Starting at the first line of the entries below, output every line exactly, up to and including the line with "ring tip: (931, 829)".

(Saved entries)

╭──

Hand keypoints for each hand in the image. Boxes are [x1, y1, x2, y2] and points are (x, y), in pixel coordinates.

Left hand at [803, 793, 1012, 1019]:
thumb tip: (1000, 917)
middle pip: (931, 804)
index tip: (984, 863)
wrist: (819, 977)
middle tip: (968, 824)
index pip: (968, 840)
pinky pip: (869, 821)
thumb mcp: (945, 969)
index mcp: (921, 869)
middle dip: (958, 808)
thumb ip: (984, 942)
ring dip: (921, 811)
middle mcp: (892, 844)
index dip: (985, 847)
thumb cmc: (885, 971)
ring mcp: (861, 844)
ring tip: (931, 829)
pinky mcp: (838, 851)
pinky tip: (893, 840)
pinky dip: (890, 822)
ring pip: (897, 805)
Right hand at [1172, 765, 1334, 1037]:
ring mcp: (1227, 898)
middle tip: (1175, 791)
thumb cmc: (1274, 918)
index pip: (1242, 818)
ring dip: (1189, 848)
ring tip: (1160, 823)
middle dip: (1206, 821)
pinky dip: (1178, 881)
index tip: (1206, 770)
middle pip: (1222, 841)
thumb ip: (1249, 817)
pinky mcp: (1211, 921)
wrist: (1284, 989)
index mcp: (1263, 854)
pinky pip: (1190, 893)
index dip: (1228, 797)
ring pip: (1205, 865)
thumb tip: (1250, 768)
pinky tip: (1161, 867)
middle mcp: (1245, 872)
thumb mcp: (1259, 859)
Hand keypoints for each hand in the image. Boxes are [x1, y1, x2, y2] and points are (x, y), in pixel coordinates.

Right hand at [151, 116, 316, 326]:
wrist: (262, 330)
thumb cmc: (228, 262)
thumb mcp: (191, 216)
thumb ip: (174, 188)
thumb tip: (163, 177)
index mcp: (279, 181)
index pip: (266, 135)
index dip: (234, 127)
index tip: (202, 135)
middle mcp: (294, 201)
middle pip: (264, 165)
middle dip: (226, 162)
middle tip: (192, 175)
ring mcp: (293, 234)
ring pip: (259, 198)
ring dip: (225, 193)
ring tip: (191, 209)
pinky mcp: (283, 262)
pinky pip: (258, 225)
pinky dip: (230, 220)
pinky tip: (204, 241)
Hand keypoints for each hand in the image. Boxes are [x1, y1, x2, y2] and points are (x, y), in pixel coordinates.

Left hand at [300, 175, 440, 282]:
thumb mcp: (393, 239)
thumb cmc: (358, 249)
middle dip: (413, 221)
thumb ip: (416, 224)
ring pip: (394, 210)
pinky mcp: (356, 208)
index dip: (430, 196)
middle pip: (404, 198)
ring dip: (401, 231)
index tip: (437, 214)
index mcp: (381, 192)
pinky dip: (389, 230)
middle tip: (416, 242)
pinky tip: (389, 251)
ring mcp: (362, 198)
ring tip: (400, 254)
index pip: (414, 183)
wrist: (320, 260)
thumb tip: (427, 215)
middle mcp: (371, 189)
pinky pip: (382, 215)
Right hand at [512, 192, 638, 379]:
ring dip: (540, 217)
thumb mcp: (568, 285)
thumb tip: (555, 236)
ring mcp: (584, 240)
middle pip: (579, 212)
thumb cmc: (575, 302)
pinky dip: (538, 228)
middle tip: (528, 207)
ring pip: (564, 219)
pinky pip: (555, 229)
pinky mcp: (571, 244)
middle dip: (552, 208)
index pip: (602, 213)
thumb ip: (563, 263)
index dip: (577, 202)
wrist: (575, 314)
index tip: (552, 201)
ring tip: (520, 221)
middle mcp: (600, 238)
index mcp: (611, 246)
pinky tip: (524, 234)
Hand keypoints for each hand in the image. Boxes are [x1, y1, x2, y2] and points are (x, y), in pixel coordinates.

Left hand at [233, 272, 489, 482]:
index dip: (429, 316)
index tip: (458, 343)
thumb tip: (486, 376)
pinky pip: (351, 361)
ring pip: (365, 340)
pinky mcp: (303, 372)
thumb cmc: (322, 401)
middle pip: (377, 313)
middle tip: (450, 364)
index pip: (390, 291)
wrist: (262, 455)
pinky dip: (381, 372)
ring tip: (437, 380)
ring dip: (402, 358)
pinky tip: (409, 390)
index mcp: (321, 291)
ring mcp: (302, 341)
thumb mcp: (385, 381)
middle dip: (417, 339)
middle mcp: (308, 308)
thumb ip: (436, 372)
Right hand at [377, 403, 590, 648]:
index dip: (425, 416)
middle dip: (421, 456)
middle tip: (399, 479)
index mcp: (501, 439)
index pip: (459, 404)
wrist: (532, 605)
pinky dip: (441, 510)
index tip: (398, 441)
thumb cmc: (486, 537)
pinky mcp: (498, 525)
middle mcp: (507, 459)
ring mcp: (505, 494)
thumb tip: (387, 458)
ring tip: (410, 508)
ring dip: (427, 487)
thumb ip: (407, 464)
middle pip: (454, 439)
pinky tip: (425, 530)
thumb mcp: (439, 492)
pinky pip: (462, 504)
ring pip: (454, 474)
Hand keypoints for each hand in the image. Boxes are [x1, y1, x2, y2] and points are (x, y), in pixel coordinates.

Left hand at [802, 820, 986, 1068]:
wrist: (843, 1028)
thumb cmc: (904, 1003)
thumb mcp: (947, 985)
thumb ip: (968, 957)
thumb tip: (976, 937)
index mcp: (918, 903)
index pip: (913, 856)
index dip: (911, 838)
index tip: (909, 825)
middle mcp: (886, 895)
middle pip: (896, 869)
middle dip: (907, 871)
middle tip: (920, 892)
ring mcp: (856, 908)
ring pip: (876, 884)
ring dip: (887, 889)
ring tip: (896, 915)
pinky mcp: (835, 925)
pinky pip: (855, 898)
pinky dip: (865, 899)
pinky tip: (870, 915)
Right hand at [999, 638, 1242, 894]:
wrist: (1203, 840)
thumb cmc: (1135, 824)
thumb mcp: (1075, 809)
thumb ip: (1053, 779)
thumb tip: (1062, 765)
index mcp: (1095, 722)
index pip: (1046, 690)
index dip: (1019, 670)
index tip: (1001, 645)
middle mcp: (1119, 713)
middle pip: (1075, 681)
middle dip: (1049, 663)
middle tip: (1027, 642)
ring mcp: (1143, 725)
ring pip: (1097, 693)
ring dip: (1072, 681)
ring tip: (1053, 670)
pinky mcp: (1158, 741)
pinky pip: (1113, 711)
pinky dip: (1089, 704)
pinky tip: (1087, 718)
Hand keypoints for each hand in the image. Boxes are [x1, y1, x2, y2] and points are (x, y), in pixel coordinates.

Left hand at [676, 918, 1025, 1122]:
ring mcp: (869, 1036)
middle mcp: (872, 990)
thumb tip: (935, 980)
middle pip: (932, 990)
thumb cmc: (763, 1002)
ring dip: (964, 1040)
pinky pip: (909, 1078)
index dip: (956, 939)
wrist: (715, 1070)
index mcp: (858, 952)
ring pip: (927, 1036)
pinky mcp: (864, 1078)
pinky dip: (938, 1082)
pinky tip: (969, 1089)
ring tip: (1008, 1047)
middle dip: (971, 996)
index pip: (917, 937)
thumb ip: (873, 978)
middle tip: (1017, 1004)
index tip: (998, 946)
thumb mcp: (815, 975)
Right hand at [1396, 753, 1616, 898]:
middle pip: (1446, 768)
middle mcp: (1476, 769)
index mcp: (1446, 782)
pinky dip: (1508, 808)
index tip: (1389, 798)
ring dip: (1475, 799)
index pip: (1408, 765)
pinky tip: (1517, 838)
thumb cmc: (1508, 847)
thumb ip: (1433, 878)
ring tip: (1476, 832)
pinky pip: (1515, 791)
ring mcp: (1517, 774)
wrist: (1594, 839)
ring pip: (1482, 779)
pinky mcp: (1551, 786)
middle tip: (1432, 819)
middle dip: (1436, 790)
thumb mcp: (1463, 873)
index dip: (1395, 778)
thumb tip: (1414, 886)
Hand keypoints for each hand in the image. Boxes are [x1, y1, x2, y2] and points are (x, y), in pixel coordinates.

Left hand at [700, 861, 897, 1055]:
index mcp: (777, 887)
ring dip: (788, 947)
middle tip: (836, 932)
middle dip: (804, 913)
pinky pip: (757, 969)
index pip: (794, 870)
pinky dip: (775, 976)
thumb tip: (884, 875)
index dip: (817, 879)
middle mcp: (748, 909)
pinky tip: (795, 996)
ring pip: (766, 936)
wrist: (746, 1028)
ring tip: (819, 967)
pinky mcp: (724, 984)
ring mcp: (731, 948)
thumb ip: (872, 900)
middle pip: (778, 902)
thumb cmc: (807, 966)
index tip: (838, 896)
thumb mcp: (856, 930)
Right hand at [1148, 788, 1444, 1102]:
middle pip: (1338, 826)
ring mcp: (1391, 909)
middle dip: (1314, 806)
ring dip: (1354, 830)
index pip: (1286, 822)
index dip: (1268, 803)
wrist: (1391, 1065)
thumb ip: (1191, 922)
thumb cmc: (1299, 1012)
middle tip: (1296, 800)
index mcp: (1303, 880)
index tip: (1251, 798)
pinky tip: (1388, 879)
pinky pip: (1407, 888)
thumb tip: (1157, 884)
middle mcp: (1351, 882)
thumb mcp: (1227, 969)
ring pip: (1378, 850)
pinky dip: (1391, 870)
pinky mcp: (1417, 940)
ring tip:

╰──

= Your solution =
Hand keypoints for each hand in the image. Boxes are [x1, y1, x2, y2] and points are (x, y), in pixel coordinates.

Left hand at [803, 793, 1012, 1019]:
thumb tip: (1000, 917)
middle pip: (931, 804)
index tip: (984, 863)
wrist: (819, 977)
middle tip: (968, 824)
index pip: (968, 840)
pinky pip: (869, 821)
thumb mcp: (945, 969)
index mcp: (921, 869)
middle dip: (958, 808)
thumb ip: (984, 942)
ring dip: (921, 811)
middle mcp: (892, 844)
index dip: (985, 847)
thumb cmc: (885, 971)
ring mcp: (861, 844)
ring tip: (931, 829)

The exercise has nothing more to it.